I don't know what to say except that this is the first time that I've ever had a person on the internet do me a favor like this.

You, sir, are a true gentlemen.



JBroida said:


> no need to send it back... its yours. I've got quite a few


----------



## JBroida (Jun 4, 2014)

seriously, its not a problem at all. Shoot me an e-mail and we'll get it all figured out.


----------



## cazhpfan (Jun 4, 2014)

PM sent.



JBroida said:


> seriously, its not a problem at all. Shoot me an e-mail and we'll get it all figured out.


----------



## Lizzardborn (Jun 4, 2014)

I know this is a stupid thing to check but just in case - I currently wondered why a Sigma II 500 doesn't cut/slurry and I had terrible times lapping it with a diamond plate - like 15 minutes of work and can't erase any part of the pencil drawing so it turned I was using the wrong side of the stone. And there the thick layer of almost glass is hard to abrade away.


----------



## jer (Jun 4, 2014)

cazhpfan said:


> You, sir, are a true gentlemen.



A deserved reputation for sure.


----------



## cazhpfan (Jun 4, 2014)

I believe the Bester stones are double-sided. 



Lizzardborn said:


> I know this is a stupid thing to check but just in case - I currently wondered why a Sigma II 500 doesn't cut/slurry and I had terrible times lapping it with a diamond plate - like 15 minutes of work and can't erase any part of the pencil drawing so it turned I was using the wrong side of the stone. And there the thick layer of almost glass is hard to abrade away.


----------



## Boondocker (Jun 4, 2014)

There is a reason I recently upgraded my bester 1200 to a chosera 1000


----------



## cazhpfan (Jun 4, 2014)

I wish I could plop down an extra $80 for a chosera. The reality is that I just don't sharpen enough razors/knives to justify the expense.





Boondocker said:


> There is a reason I recently upgraded my bester 1200 to a chosera 1000


----------



## WingKKF (Jun 4, 2014)

@JBroida, wow didn't know stones could have an outer layer that did not work well. It's kinda of like some knives I suppose. Does this mean if I seriously grind away at the Bester I might have a usable stone rather than a door stop? How deep is this layer supposed to go? I've used the bester to try and thin out knives and it has some but not a whole lot of wear.


----------



## toddnmd (Jun 4, 2014)

I'm surprised by the OP's concerns. I have the same stone and it works fine. I've seen a ton of positive comments about the Bester 1200--seems one of the most common and solid recommendations. I'm curious to hear an update after using the diamond plate . . .


----------



## JBroida (Jun 4, 2014)

WingKKF said:


> @JBroida, wow didn't know stones could have an outer layer that did not work well. It's kinda of like some knives I suppose. Does this mean if I seriously grind away at the Bester I might have a usable stone rather than a door stop? How deep is this layer supposed to go? I've used the bester to try and thin out knives and it has some but not a whole lot of wear.

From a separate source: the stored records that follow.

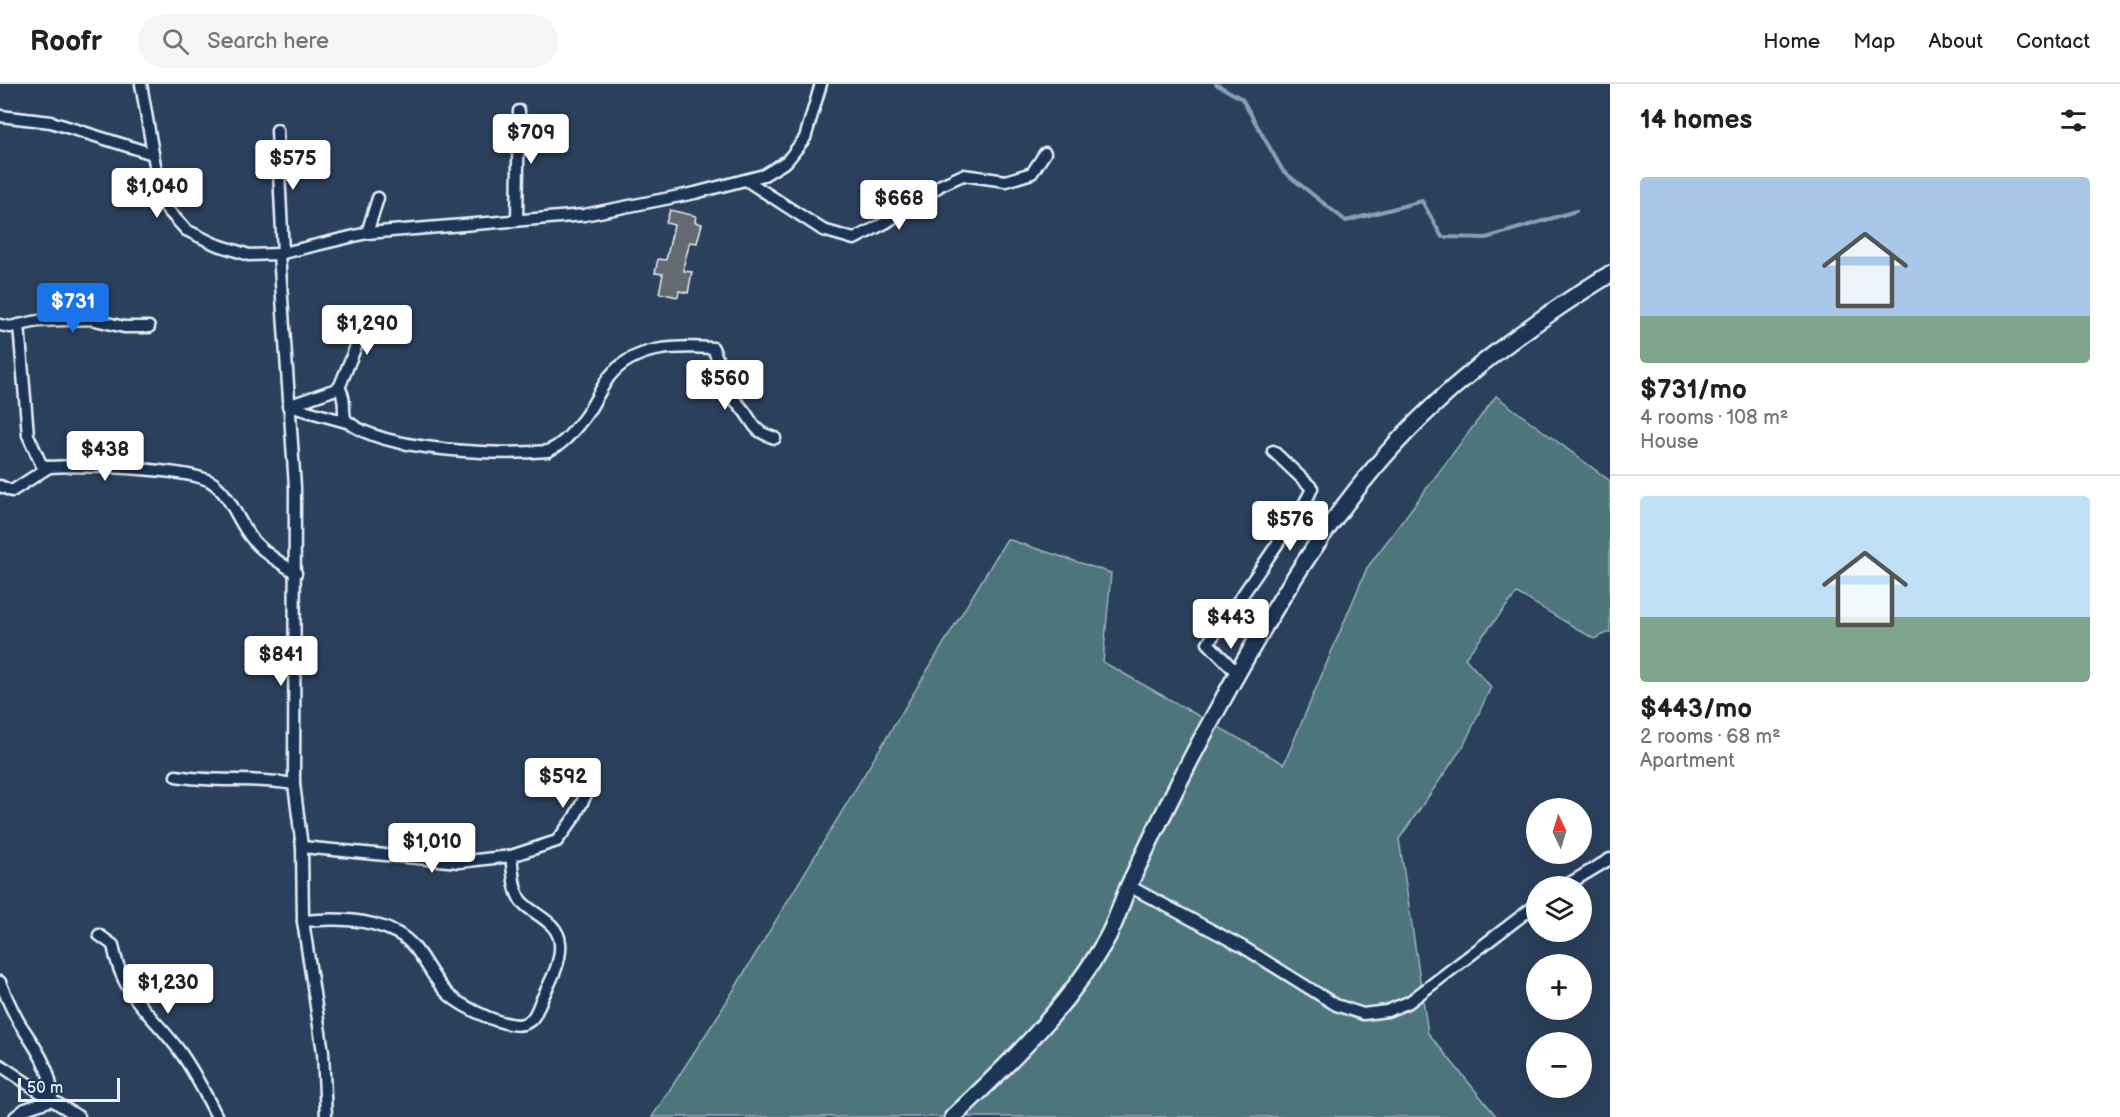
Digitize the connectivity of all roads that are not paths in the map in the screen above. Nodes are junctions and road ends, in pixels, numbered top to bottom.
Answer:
1 (141, 84) edge
2 (821, 84) edge
3 (519, 111) dead end
4 (0, 116) edge
5 (278, 130) dead end
6 (1045, 153) dead end
7 (153, 154) junction
8 (746, 180) junction
9 (378, 198) dead end
10 (517, 219) junction
11 (367, 233) junction
12 (281, 254) junction
13 (1610, 274) edge
14 (375, 314) dead end
15 (0, 325) edge
16 (20, 325) junction
17 (149, 327) dead end
18 (339, 388) junction
19 (288, 406) junction
20 (350, 423) junction
21 (775, 438) dead end
22 (1273, 451) dead end
23 (49, 467) junction
24 (0, 486) edge
25 (296, 573) junction
26 (1237, 673) junction
27 (176, 776) dead end
28 (294, 784) junction
29 (590, 789) dead end
30 (302, 847) junction
31 (511, 856) junction
32 (1610, 859) edge
33 (1582, 876) edge
34 (1129, 886) junction
35 (1526, 913) edge
36 (303, 921) junction
37 (99, 935) dead end
38 (0, 981) edge
39 (0, 1065) edge
40 (52, 1100) junction
41 (15, 1117) edge
42 (79, 1117) edge
43 (217, 1117) edge
44 (326, 1117) edge
45 (953, 1117) edge

1 - 7 street
2 - 8 street
3 - 10 street
4 - 7 street
5 - 12 street
6 - 8 street
7 - 12 street
8 - 10 street
9 - 11 street
10 - 11 street
11 - 12 street
12 - 19 street
13 - 26 main road
14 - 18 street
15 - 16 street
16 - 17 street
16 - 23 street
18 - 19 street
18 - 20 street
19 - 20 street
19 - 25 street
20 - 21 street
22 - 26 street
23 - 24 street
23 - 25 street
25 - 28 street
26 - 34 main road
27 - 28 street
28 - 30 street
29 - 31 street
30 - 31 street
30 - 36 street
31 - 36 street
32 - 33 street
34 - 35 street
34 - 45 main road
36 - 44 street
37 - 43 street
38 - 40 street
39 - 40 street
40 - 41 street
40 - 42 street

Not horribly thick.., maybe a mm or so... The stone will work well before getting though that, but works much better towards the center. FWIW, the beater works a lot better after a first good flattening


----------



## toddnmd (Jun 4, 2014)

Oh, and classy move, Mr. Broida!


----------



## cazhpfan (Jun 4, 2014)

An update is forthcoming as soon as I get to lap it.





toddnmd said:


> I'm surprised by the OP's concerns. I have the same stone and it works fine. I've seen a ton of positive comments about the Bester 1200--seems one of the most common and solid recommendations. I'm curious to hear an update after using the diamond plate . . .


----------



## labor of love (Jun 5, 2014)

Boondocker said:


> There is a reason I recently upgraded my bester 1200 to a chosera 1000





cazhpfan said:


> I wish I could plop down an extra $80 for a chosera. The reality is that I just don't sharpen enough razors/knives to justify the expense.


i dunno about chosera 1k personally, but i seriously doubt its nearly as fast as the gesshin 1200. Which is only $20-25 more than a bester 1200.


----------



## JBroida (Jun 5, 2014)

fwiw, the chocera dishes more slowly, but there are also plenty of things i like about my stone


----------



## labor of love (Jun 5, 2014)

Just to clarify, I didnt mean to knock Chosera stones at all, theyre great stones and Ive used them in the past and ive enjoyed them alot. But you could definitely upgrade from bester 1200 to gesshin 1200 and for a modest price.


----------



## BeerChef (Jun 5, 2014)

Love my bester 1200 and have no problems with it that being said, what jon did is cool as hell and just insured my next dollar spent on knives or stones goes to him.


----------



## Umberto (Jun 5, 2014)

If the stone loads up too quick then it's probably a good idea to use less pressure. Let the stone do the work. Any stone will make a good edge it's just some are more efficient than others.


----------



## cazhpfan (Jun 6, 2014)

lus1:



BeerChef said:


> Love my bester 1200 and have no problems with it that being said, _what jon did is cool as hell and just insured my next dollar spent on knives or stones goes to him_.


----------



## cazhpfan (Jun 15, 2014)

Thanks to Jon's incredible kindness, I have been able to use his 150 grit lapping plate to get the stone lapped.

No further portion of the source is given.